These relationships may be represented in a graph, or we may be checking the distance one string is in character changes from another string, OR we may be traversing a tree a certain way.

These are searching concepts, not just graph concepts.


Implementation

DFS can be done iteratively using a stack or done recursively because the call stack will serve as the stack to remember points to backtrack to.

A stack structure can replace our stack frames from recursion, this is why DFS can be written recursively, due to the Last-In-First-Out (LIFO) of the order nodes are processed.

BFS is done iteratively. It uses a queue that has a First-In-First-Out processing order.


Use Cases

DFS is good for things like backtracking, getting to leaf nodes in a tree, or anything where we want to prioritize going very deep into a path and exhausting possibilities before coming back.

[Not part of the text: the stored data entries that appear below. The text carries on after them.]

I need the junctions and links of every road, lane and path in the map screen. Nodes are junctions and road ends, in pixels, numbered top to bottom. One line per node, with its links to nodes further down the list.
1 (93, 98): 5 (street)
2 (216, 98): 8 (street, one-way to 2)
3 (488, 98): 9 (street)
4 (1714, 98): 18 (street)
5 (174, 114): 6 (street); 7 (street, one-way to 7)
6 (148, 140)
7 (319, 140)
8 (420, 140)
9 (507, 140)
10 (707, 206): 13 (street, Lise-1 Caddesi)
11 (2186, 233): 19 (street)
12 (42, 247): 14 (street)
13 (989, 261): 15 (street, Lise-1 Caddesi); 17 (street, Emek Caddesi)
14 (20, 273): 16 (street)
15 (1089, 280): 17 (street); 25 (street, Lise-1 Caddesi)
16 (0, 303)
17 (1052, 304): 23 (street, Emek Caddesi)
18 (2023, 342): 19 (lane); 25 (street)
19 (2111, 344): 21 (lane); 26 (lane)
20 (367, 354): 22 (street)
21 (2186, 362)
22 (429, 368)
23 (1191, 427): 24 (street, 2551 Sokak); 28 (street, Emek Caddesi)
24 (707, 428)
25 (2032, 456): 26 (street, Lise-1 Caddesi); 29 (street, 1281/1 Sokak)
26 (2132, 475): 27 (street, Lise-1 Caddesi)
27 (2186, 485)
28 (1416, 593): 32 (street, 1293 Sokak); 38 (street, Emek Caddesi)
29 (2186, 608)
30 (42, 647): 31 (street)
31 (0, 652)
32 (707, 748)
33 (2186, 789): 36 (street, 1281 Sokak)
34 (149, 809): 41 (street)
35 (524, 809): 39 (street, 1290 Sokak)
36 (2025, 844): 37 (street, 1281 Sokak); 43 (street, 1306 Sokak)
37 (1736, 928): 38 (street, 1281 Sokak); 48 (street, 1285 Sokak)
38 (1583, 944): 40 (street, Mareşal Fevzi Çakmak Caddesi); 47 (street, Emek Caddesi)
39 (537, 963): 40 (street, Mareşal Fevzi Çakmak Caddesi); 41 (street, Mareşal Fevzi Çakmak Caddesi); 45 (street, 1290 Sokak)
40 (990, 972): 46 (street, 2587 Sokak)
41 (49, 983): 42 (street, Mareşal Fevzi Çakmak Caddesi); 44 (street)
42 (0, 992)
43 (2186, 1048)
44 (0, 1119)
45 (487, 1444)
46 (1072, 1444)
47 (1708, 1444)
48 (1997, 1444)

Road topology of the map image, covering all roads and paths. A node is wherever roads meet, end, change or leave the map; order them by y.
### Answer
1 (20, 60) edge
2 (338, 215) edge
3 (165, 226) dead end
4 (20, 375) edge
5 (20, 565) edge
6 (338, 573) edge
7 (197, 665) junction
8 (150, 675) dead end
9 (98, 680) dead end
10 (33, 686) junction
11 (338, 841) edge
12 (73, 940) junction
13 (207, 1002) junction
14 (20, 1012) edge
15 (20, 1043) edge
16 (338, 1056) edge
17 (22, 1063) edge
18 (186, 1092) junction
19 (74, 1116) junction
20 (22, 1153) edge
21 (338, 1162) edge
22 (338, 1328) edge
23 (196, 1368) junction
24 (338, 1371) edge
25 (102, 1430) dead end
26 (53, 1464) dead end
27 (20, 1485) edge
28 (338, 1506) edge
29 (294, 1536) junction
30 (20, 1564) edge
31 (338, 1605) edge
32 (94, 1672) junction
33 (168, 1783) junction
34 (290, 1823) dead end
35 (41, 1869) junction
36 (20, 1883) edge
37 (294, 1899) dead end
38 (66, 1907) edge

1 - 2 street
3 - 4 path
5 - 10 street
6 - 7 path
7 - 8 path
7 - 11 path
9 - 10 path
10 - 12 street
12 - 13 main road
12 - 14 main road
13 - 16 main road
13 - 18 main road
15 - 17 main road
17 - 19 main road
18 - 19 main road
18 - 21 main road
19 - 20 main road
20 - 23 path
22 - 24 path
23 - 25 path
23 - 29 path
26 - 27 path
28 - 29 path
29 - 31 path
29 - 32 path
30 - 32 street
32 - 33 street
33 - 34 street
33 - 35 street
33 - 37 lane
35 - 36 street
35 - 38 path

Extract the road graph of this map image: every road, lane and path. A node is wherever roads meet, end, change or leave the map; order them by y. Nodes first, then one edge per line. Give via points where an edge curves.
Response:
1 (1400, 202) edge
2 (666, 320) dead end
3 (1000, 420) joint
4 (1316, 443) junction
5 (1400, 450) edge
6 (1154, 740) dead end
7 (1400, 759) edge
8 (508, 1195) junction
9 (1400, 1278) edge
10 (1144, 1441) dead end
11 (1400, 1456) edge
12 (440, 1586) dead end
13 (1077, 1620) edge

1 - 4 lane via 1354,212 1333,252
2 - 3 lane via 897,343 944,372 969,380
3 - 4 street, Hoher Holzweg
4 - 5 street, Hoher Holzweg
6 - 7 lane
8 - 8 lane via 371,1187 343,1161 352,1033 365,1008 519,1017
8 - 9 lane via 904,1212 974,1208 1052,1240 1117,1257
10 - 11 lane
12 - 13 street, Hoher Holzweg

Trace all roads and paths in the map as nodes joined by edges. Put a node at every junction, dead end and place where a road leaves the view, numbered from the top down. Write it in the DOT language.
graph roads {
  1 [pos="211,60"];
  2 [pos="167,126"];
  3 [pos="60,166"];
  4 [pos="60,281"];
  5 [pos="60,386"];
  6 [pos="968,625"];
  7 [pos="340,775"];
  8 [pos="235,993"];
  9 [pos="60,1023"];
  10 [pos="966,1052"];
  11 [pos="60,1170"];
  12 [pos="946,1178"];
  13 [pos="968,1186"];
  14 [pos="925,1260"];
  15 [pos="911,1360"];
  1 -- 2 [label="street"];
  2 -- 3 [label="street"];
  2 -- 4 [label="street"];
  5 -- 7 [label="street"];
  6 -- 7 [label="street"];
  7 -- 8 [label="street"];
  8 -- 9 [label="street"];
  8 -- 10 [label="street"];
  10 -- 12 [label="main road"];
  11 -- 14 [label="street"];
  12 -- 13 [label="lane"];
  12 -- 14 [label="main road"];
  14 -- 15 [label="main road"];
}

BFS is better for things like finding if a path exists between one node to another since it prioritizes width of search over depth (hence "breadth-first") and finding distance or "levels" something is away from something else.


The Method

1.) Choose the data structure based on the search.
2.) Add the start node.
3.) Remove the a node from the data structure.
4.) If the node has not been seen
4a.) Mark it as seen in the "seen" set.
4b.) Do work on the node.
5.) For each of the children
5a.) If child has not been seen (not bee processed)
5ai.) Add the child to the data structure.

Repeat while the data structure is not empty.


Time Complexities

If relationships are represented with an adjacency list then:

Time: O(V + E)
Space: O(V)*

Where V is the total number of vertices (or nodes) visited and E is the total numbers of edges traversed.

*Although things will vary. We only care about the MAXIMUM amount of nodes in the data structure at one time. If we are doing DFS on balanced tree the space complexity would be O(h) where h is the height of the tree since we would only have a path h nodes long at MAX living on the stack. Same for if we do a level order traversal of a tree. The space will only be the MAXIMUM WIDTH of the tree because we would only keep that many nodes on the queue at MAX at one time. And on and on...just depends, ask your interviewer whether they want worst, average, or best case analysis.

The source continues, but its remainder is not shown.